**What you need to do**
Pull out every line below holding the word "where".

**Study material**
**********
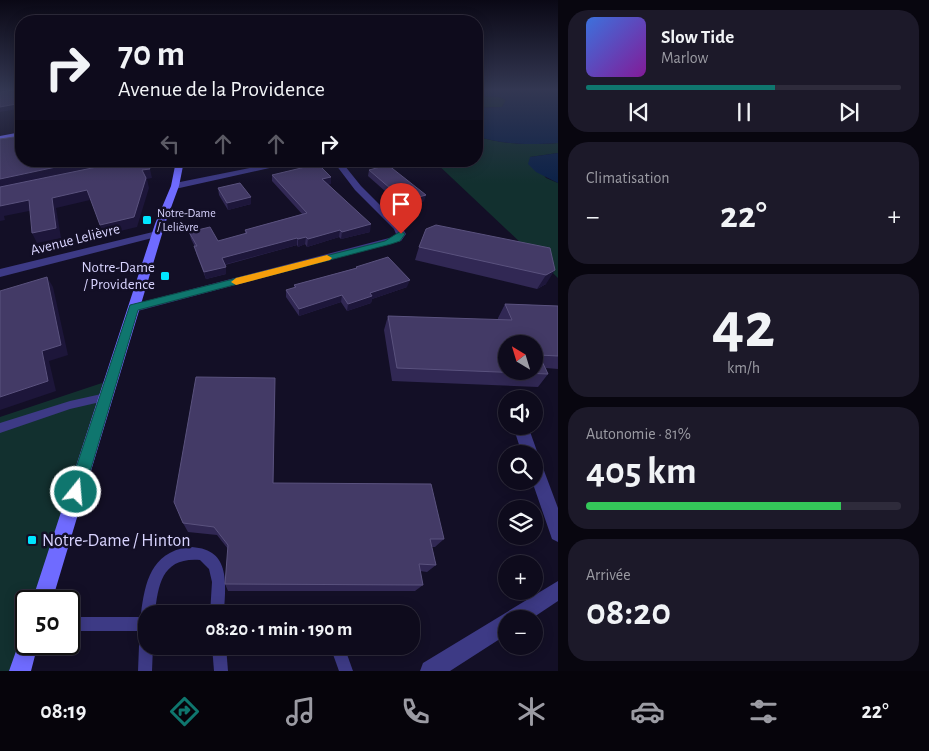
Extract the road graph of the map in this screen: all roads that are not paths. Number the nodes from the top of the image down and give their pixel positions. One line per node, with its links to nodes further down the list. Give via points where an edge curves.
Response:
**********
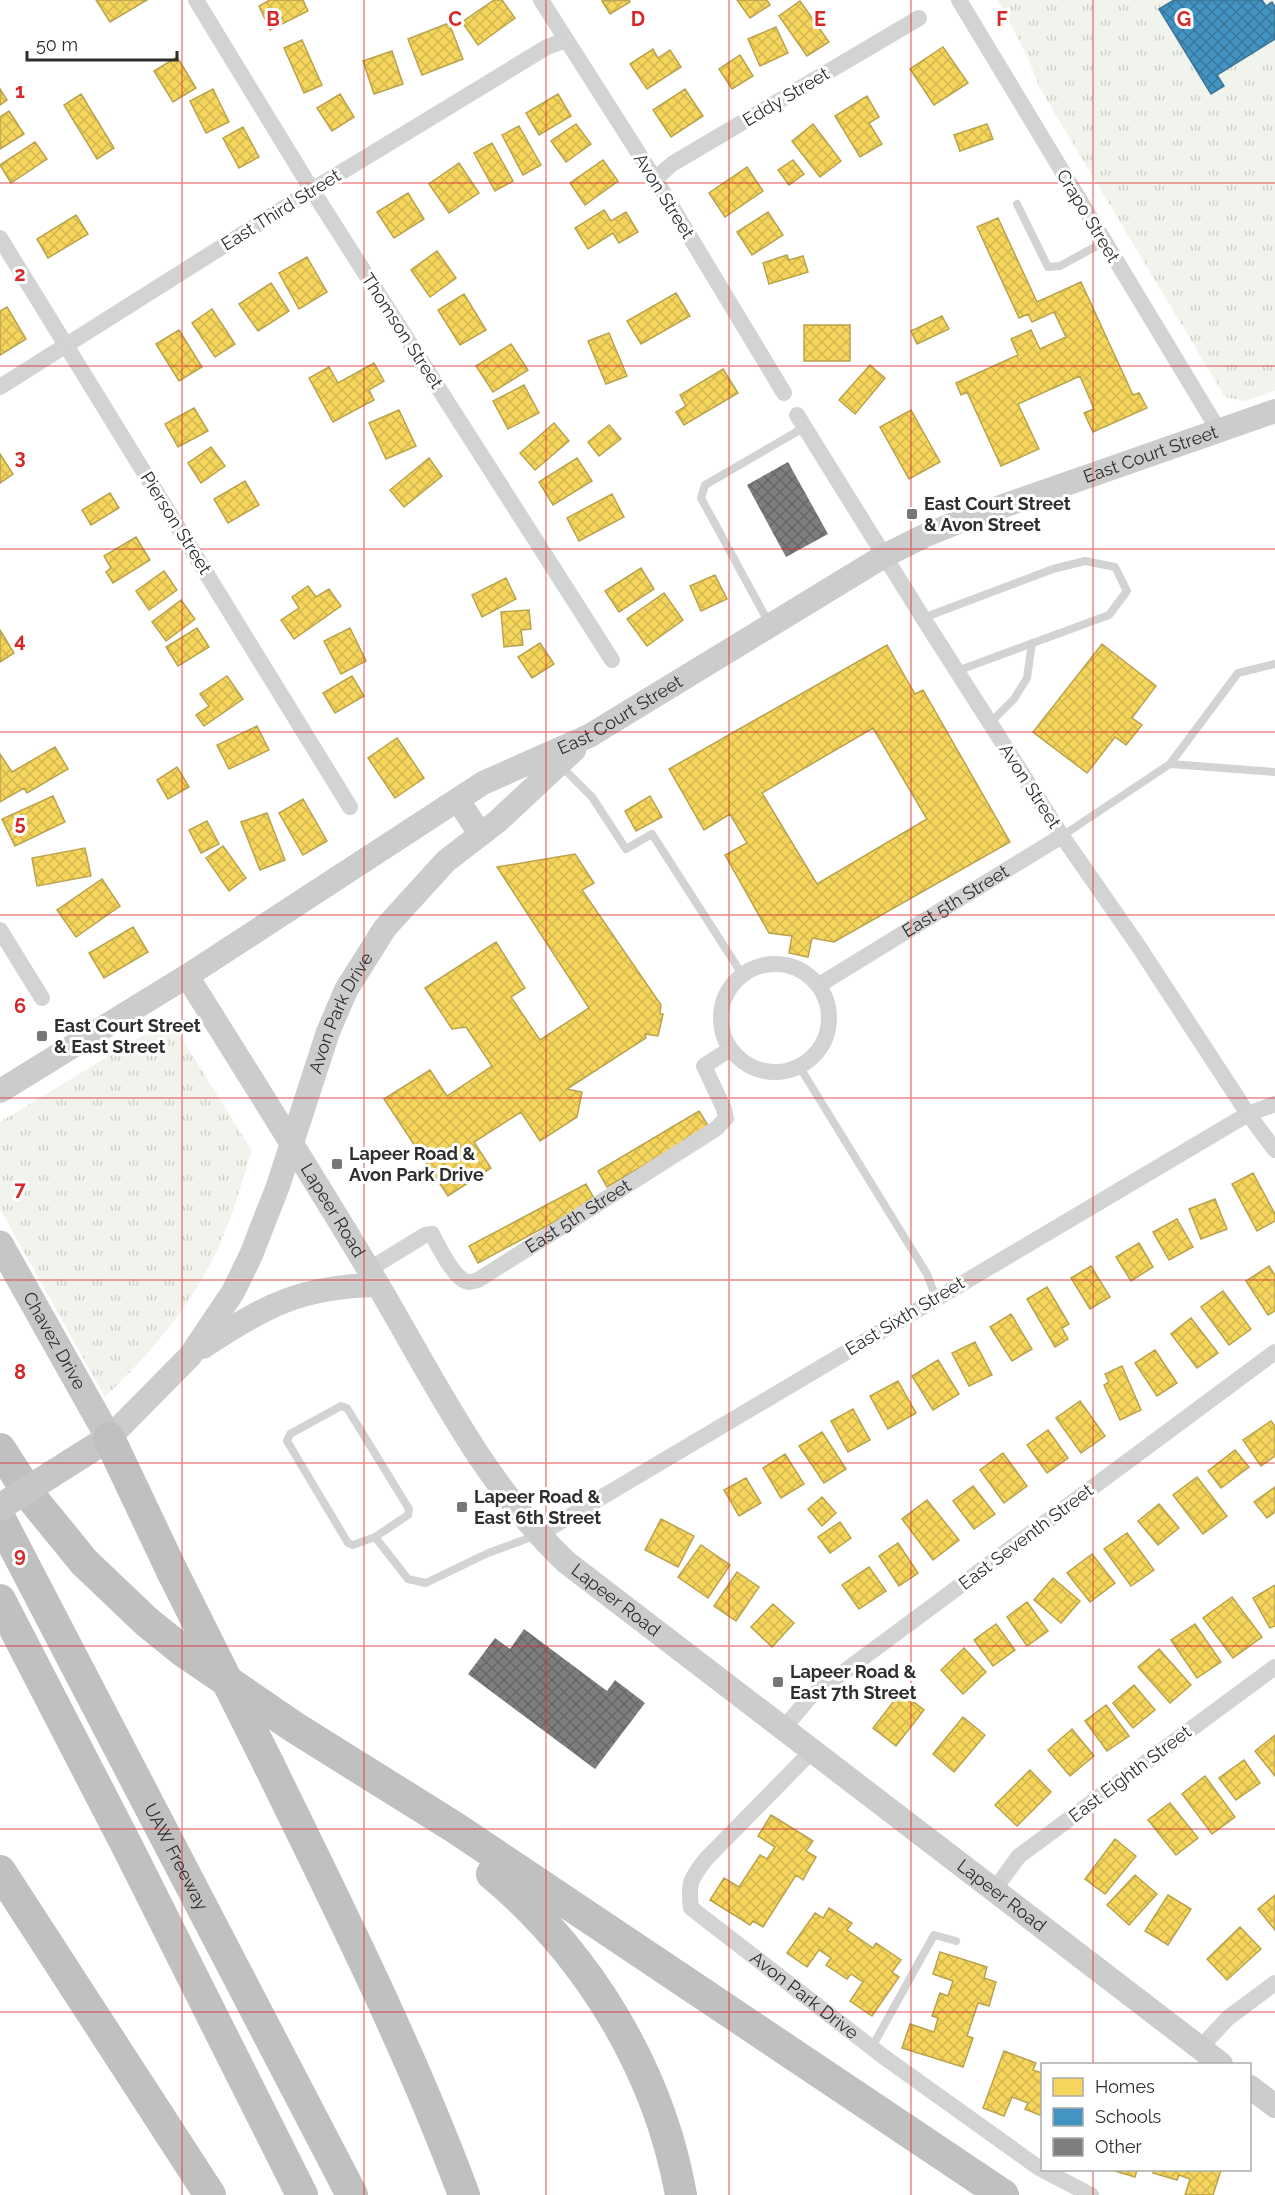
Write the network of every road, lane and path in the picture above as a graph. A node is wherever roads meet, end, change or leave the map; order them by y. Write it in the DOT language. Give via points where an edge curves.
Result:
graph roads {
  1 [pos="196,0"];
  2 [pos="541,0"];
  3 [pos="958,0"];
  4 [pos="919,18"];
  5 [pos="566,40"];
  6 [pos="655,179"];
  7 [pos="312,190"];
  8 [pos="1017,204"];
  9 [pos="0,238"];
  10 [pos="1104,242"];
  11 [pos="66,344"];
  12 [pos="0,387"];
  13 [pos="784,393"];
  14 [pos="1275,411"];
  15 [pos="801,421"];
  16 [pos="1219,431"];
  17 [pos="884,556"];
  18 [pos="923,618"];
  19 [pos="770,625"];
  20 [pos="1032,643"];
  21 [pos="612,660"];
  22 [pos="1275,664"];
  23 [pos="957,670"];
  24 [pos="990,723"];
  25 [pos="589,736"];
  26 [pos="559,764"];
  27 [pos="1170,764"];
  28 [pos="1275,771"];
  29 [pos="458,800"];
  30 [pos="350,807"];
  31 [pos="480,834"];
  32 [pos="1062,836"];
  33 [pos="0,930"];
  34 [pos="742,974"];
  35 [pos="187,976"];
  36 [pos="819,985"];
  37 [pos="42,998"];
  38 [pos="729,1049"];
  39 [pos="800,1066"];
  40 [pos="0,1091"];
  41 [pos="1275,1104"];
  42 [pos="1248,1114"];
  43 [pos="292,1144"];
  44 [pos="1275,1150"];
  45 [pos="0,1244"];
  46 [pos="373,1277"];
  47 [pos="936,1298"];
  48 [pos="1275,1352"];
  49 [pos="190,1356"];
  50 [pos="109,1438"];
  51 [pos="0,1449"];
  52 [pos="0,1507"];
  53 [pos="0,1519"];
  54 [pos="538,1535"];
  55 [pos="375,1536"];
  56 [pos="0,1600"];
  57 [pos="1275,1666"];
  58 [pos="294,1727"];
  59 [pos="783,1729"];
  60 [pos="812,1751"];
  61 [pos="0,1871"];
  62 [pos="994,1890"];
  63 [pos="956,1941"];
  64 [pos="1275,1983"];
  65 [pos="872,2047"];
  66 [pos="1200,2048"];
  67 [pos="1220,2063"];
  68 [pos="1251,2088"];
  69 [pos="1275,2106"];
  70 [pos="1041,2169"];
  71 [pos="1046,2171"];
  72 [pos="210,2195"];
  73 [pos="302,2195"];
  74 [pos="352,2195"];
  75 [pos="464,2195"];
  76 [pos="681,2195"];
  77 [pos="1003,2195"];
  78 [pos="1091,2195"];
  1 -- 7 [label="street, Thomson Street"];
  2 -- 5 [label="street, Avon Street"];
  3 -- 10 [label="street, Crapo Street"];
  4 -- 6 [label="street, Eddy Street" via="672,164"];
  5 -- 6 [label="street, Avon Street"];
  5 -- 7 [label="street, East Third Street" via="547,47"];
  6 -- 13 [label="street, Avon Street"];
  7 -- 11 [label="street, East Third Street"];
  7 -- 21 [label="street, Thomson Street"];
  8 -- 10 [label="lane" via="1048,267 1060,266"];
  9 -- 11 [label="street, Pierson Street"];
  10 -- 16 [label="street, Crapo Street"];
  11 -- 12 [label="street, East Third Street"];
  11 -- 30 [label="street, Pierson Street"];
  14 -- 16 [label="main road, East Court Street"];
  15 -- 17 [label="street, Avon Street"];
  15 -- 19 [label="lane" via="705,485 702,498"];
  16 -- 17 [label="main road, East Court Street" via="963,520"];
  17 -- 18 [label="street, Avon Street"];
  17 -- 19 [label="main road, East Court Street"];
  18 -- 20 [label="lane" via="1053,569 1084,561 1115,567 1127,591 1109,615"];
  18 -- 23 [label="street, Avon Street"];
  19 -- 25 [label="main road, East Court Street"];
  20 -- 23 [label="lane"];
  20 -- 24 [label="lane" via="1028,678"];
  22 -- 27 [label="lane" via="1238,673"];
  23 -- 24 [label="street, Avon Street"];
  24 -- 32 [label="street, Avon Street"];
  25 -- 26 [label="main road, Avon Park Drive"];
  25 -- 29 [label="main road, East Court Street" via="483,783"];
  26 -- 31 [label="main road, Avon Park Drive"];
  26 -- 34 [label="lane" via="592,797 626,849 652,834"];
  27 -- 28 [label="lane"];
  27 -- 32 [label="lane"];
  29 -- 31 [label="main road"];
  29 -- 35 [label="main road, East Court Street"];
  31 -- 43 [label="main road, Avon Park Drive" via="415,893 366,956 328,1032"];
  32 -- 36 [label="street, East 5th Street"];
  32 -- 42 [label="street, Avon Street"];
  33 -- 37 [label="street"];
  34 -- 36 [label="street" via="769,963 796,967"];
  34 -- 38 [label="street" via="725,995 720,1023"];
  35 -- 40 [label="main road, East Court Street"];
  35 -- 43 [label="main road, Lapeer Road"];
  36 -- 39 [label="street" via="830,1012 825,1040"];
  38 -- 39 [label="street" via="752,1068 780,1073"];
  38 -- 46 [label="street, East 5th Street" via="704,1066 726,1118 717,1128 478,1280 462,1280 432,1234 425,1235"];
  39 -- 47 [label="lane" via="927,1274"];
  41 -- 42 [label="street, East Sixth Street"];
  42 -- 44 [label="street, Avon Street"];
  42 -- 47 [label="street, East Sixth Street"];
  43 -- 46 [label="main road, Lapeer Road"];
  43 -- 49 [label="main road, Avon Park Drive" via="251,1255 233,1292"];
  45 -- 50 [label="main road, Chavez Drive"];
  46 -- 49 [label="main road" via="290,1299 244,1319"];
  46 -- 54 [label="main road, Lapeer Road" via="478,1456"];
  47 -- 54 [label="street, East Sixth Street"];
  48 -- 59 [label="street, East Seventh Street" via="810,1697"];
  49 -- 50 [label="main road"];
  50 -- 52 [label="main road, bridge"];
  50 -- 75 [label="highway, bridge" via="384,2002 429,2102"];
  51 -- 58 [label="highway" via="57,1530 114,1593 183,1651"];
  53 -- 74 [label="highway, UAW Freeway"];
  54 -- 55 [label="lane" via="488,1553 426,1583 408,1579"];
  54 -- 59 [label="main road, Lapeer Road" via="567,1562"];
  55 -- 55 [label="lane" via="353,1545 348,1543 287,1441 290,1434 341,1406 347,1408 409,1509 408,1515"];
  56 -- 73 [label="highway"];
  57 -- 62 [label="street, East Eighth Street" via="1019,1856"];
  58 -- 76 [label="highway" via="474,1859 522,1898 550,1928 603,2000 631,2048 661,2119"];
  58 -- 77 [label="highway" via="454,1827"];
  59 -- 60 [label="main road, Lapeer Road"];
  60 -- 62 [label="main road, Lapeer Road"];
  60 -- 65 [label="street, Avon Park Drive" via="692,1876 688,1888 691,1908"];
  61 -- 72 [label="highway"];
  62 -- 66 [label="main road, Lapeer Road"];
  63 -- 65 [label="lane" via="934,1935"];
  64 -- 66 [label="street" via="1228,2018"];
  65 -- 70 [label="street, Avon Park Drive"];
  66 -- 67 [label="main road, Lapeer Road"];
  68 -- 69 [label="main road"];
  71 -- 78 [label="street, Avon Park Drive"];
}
**********
**Response**
Extract the road graph of the map in this screen: all roads that are not paths. Number the nodes from the top of the image down and give their pixel positions. One line per node, with its links to nodes further down the list. Give via points where an edge curves.
Write the network of every road, lane and path in the picture above as a graph. A node is wherever roads meet, end, change or leave the map; order them by y. Write it in the DOT language. Give via points where an edge curves.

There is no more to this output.